Stored data
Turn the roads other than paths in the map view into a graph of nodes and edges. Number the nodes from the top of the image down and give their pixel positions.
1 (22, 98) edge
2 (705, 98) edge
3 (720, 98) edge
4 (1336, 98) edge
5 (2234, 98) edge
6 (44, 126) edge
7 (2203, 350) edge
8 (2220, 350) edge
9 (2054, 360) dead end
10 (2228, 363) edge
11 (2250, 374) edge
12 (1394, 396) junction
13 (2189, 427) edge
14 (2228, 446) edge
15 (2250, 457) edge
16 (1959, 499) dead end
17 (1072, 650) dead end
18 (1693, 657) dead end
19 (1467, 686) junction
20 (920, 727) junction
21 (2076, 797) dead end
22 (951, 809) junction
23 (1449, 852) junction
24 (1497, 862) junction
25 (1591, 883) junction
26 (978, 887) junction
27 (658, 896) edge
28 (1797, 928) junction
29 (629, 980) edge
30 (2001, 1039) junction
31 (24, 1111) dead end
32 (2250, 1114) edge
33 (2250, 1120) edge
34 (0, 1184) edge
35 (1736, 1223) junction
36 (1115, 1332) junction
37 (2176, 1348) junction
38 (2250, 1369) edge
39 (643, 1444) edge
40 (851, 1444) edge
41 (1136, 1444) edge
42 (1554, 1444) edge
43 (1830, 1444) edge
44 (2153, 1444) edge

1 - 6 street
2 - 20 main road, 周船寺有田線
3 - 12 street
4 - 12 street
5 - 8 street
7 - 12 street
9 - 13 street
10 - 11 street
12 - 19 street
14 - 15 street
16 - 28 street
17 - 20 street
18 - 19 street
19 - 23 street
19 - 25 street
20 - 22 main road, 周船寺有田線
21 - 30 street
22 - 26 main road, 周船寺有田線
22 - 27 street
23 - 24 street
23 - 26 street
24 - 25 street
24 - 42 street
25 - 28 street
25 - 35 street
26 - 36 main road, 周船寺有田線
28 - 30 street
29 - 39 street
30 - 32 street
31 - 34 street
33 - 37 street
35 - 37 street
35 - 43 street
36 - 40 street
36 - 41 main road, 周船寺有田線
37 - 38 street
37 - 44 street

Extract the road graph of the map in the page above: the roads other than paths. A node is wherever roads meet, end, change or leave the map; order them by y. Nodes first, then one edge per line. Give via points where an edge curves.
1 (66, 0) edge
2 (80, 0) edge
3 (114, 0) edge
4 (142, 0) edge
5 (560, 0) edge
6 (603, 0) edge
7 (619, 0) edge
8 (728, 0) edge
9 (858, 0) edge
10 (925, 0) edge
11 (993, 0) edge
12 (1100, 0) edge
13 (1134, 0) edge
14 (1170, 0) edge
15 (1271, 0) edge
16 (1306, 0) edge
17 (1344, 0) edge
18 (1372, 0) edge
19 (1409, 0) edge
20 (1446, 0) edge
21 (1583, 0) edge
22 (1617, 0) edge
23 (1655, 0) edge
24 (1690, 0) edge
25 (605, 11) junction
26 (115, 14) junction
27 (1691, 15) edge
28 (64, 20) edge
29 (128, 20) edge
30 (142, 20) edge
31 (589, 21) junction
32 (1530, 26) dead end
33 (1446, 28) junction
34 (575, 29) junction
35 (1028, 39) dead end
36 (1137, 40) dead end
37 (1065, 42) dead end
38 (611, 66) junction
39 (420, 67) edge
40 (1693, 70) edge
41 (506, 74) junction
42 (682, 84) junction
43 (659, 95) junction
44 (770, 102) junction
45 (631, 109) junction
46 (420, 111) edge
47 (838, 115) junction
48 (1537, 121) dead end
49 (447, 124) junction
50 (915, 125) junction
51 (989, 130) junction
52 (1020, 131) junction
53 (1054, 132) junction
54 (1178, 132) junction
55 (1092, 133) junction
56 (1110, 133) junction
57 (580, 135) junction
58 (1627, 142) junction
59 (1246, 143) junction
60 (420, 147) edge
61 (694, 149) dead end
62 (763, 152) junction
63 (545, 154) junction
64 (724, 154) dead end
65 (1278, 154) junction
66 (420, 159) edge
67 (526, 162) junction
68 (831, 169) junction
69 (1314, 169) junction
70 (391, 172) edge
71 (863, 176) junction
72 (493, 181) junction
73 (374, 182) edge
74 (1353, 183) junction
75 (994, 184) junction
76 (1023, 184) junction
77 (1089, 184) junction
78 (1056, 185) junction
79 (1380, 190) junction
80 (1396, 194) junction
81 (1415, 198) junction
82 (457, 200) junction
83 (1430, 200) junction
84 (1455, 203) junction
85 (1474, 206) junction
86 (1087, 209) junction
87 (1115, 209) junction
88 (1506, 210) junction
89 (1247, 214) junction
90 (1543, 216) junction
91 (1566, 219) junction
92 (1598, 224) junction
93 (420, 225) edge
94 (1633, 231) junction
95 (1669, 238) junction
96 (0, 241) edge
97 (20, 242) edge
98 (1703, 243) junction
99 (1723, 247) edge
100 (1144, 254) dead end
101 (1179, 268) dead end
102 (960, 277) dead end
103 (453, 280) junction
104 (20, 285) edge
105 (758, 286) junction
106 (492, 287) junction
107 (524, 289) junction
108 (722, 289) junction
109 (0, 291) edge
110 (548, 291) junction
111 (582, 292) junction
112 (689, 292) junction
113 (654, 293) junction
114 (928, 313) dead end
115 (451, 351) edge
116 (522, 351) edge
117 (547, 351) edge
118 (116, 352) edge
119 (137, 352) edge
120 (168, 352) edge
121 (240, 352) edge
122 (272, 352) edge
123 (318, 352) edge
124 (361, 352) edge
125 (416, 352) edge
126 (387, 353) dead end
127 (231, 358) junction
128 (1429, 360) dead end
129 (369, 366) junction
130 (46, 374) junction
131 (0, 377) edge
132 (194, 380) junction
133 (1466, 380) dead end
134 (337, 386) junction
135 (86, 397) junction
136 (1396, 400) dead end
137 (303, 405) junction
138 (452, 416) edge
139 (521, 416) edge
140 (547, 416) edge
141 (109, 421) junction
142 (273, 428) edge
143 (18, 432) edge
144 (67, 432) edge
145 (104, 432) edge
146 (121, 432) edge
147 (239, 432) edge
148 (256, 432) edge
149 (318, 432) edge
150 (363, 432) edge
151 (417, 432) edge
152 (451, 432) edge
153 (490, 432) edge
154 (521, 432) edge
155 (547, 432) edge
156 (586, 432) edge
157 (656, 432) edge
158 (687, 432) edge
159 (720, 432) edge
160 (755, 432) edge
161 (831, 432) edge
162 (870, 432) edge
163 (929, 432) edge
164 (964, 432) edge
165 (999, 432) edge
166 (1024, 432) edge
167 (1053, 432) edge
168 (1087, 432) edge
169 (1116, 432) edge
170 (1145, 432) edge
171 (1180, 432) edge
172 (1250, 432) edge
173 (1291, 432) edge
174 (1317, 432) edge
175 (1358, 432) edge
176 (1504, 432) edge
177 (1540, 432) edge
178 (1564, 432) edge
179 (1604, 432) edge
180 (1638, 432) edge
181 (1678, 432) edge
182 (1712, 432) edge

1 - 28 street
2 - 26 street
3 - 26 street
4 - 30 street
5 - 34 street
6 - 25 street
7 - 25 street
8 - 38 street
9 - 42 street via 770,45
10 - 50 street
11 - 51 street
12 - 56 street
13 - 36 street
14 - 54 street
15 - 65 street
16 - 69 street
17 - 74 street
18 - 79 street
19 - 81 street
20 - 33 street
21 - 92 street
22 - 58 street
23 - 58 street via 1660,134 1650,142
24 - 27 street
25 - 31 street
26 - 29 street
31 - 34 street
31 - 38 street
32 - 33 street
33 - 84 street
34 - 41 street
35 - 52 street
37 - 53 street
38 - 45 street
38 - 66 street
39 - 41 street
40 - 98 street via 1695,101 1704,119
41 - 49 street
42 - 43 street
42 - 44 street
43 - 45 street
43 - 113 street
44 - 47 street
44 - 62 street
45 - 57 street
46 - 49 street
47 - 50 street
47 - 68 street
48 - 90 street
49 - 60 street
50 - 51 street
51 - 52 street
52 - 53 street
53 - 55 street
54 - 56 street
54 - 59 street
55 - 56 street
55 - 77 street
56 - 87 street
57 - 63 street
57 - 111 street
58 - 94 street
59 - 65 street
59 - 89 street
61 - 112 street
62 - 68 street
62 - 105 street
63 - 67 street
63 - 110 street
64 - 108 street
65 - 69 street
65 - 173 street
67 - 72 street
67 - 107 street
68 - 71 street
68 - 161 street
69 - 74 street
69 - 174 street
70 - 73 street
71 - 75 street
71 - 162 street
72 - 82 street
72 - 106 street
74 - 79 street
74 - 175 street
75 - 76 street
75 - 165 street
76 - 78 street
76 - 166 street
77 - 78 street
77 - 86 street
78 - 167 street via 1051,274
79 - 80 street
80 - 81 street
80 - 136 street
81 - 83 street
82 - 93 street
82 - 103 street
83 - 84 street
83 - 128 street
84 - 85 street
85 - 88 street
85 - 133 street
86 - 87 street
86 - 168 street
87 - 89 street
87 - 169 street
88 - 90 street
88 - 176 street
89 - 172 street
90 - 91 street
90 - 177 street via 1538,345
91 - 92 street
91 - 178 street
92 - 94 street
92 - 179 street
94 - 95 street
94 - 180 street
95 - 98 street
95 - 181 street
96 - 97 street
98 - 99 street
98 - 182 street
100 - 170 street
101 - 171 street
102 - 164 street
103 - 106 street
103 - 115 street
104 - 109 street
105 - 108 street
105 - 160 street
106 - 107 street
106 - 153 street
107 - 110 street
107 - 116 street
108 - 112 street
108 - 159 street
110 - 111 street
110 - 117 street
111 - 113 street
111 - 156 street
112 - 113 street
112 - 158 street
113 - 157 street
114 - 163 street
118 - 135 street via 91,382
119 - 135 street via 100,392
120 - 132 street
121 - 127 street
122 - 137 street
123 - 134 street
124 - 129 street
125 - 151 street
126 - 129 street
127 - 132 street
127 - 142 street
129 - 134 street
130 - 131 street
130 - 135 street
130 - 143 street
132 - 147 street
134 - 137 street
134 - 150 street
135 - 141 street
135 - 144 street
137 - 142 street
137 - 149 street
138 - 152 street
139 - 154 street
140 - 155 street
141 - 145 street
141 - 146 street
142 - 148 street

#### [Exercise description]
Report every line of the data in which "roads" appears.

#### [Task solution]
Turn the roads other than paths in the map view into a graph of nodes and edges. Number the nodes from the top of the image down and give their pixel positions.
Extract the road graph of the map in the page above: the roads other than paths. A node is wherever roads meet, end, change or leave the map; order them by y. Nodes first, then one edge per line. Give via points where an edge curves.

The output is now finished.